Copy each line in the data below that contains the word "graph".

+++ DATASET ENTRIES +++

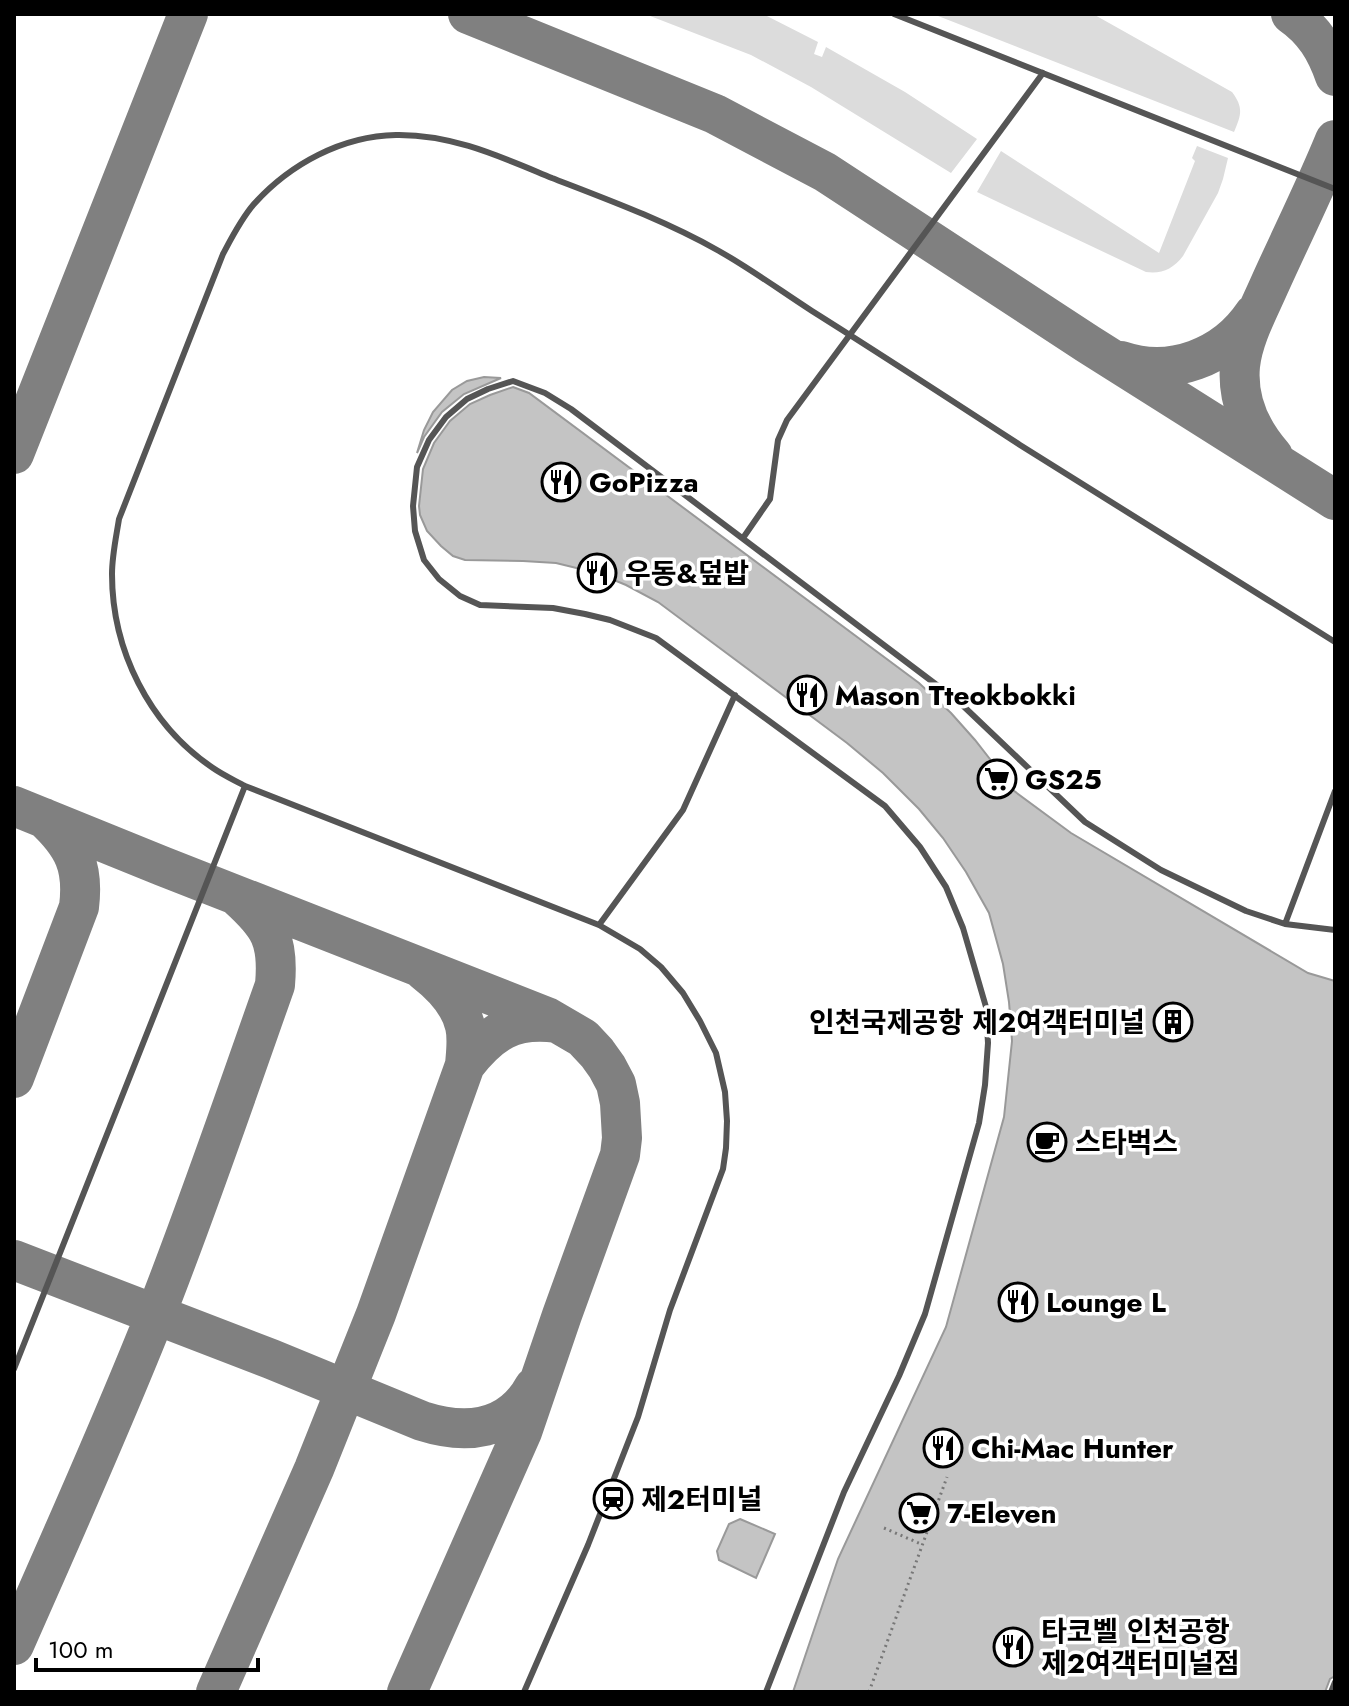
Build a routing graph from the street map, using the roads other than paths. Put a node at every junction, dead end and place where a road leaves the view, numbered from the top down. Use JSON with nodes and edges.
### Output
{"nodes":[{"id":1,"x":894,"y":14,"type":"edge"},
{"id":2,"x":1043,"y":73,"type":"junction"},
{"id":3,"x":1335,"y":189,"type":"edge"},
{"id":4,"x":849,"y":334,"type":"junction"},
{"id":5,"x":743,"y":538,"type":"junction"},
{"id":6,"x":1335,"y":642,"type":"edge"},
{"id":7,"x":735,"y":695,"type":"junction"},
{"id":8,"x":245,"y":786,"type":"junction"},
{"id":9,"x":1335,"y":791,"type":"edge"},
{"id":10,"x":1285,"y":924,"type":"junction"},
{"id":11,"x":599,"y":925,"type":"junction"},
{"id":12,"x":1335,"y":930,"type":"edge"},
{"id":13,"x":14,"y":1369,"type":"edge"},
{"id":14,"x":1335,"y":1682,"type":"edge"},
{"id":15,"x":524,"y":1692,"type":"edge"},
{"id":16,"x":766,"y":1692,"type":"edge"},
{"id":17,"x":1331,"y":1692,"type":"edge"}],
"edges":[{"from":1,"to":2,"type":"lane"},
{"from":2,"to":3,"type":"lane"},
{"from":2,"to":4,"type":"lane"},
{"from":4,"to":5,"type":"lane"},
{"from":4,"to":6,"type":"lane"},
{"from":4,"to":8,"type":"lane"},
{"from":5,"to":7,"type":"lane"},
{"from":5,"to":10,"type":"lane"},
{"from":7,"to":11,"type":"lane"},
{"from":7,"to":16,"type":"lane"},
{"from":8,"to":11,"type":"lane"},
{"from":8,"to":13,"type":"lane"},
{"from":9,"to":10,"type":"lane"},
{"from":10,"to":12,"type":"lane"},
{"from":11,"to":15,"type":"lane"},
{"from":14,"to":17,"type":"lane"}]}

+++
+++ DATASET ENTRIES +++

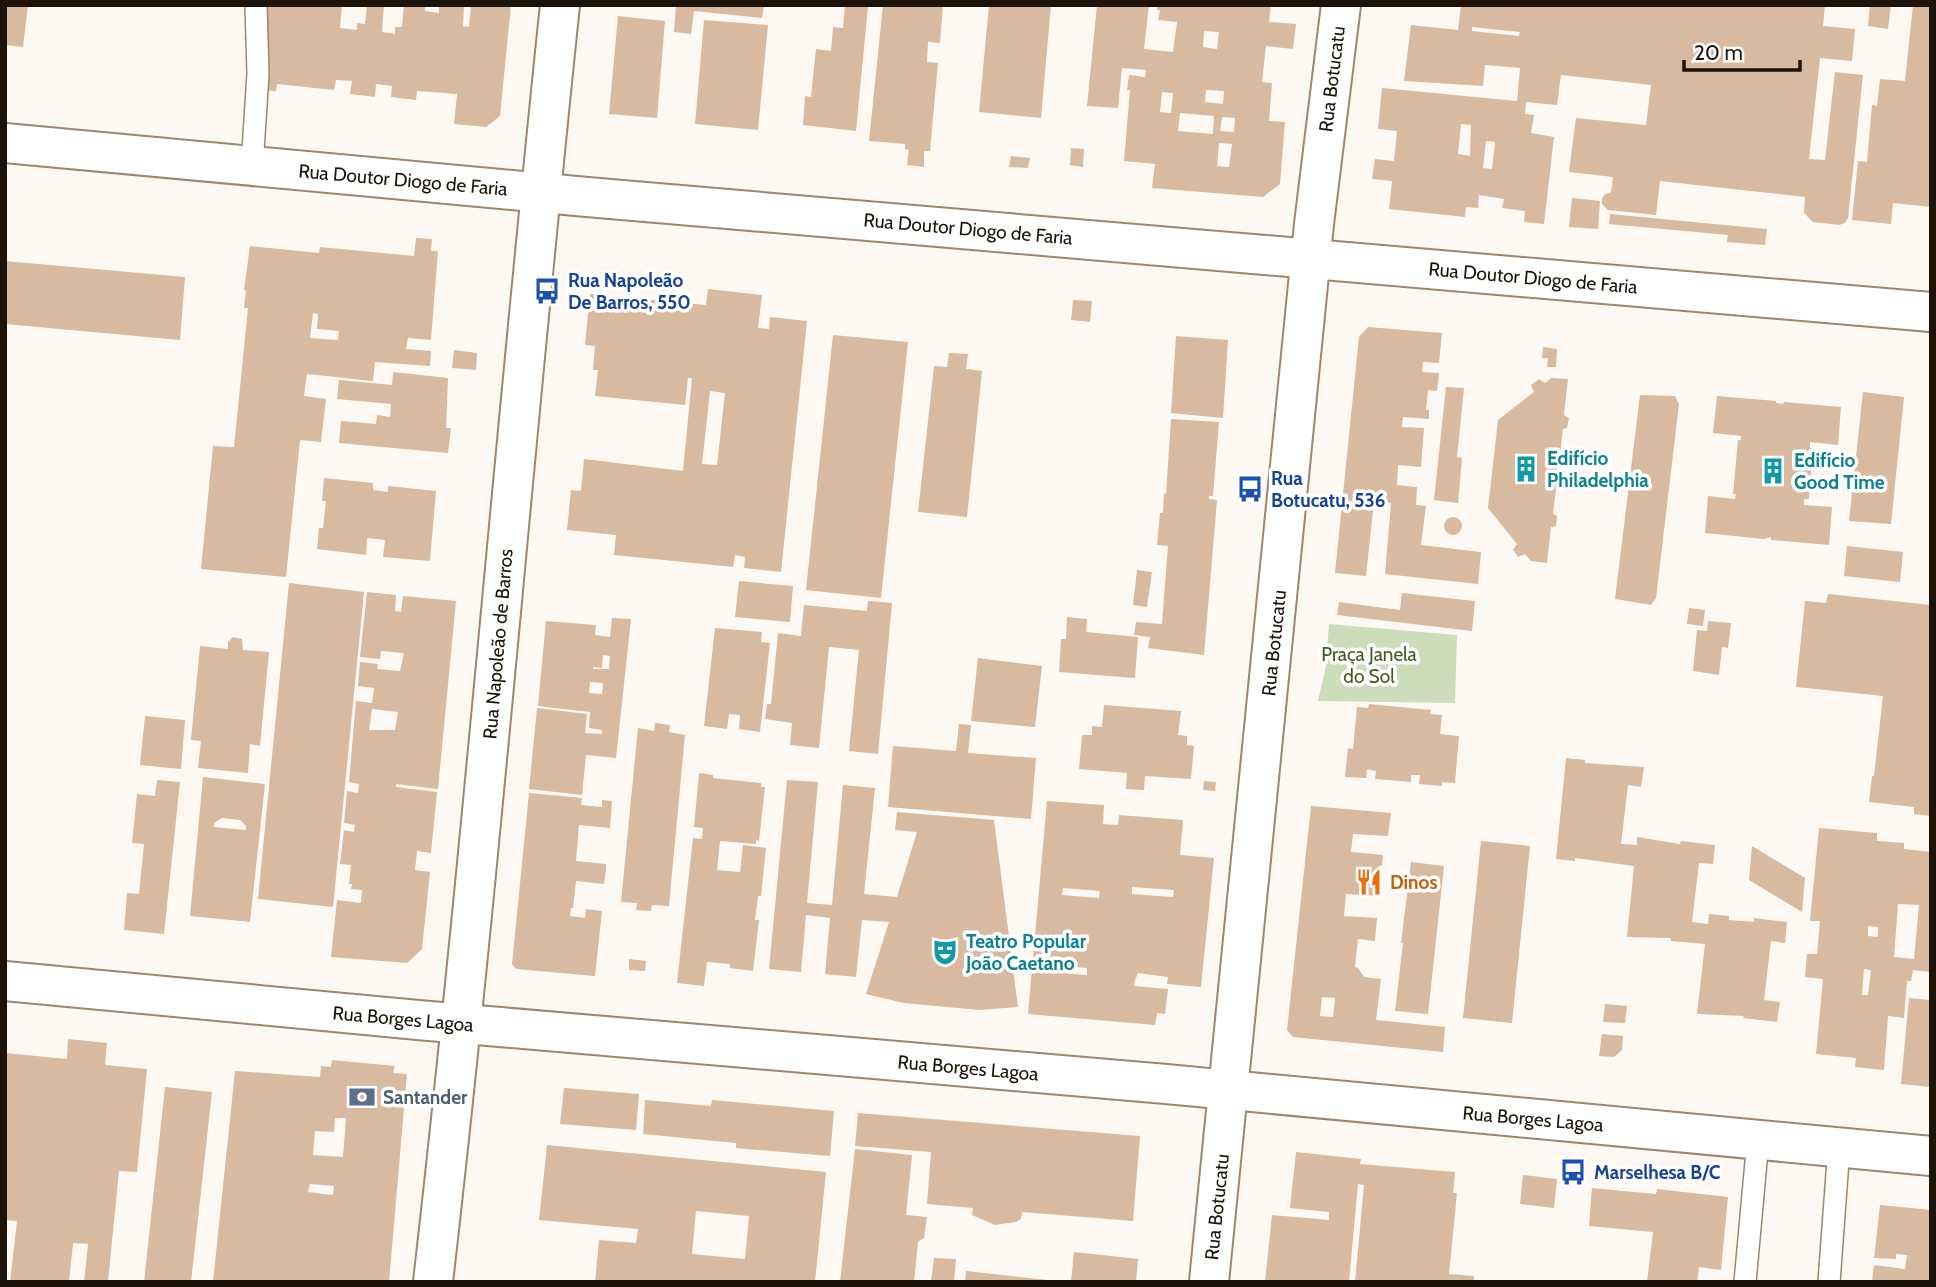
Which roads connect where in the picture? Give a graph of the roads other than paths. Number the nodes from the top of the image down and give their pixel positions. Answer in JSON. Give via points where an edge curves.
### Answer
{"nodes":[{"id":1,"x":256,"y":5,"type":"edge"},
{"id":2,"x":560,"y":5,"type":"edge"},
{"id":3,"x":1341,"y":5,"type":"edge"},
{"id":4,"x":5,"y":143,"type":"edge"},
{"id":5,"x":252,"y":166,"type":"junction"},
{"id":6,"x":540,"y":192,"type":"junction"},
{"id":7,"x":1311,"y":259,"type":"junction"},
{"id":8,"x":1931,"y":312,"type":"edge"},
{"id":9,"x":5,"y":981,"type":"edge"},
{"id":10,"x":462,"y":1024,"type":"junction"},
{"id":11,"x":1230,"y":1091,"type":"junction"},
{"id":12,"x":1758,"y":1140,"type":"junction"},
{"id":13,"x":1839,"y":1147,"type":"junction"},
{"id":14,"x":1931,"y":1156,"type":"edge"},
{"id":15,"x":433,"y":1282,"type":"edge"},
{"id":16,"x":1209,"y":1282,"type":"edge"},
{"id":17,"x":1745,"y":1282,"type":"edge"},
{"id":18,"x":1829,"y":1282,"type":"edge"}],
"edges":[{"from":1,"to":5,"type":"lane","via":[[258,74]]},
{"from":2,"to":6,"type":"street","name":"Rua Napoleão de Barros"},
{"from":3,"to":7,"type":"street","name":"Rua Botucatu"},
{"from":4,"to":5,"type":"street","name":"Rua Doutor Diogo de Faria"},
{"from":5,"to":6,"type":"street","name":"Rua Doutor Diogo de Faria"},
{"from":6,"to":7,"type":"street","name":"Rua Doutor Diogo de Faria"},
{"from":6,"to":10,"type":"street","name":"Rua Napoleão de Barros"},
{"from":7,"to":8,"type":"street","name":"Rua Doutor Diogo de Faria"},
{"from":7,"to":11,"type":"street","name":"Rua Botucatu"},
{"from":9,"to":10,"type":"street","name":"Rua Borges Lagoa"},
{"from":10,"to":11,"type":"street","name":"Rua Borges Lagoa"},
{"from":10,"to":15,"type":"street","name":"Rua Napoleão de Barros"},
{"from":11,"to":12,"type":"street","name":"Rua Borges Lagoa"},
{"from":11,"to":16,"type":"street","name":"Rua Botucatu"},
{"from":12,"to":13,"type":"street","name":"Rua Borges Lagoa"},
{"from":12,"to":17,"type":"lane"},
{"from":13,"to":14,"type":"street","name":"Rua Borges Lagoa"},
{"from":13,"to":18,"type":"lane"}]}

+++

• OUTPUT FOR THIS TASK:
Build a routing graph from the street map, using the roads other than paths. Put a node at every junction, dead end and place where a road leaves the view, numbered from the top down. Use JSON with nodes and edges.
Which roads connect where in the picture? Give a graph of the roads other than paths. Number the nodes from the top of the image down and give their pixel positions. Answer in JSON. Give via points where an edge curves.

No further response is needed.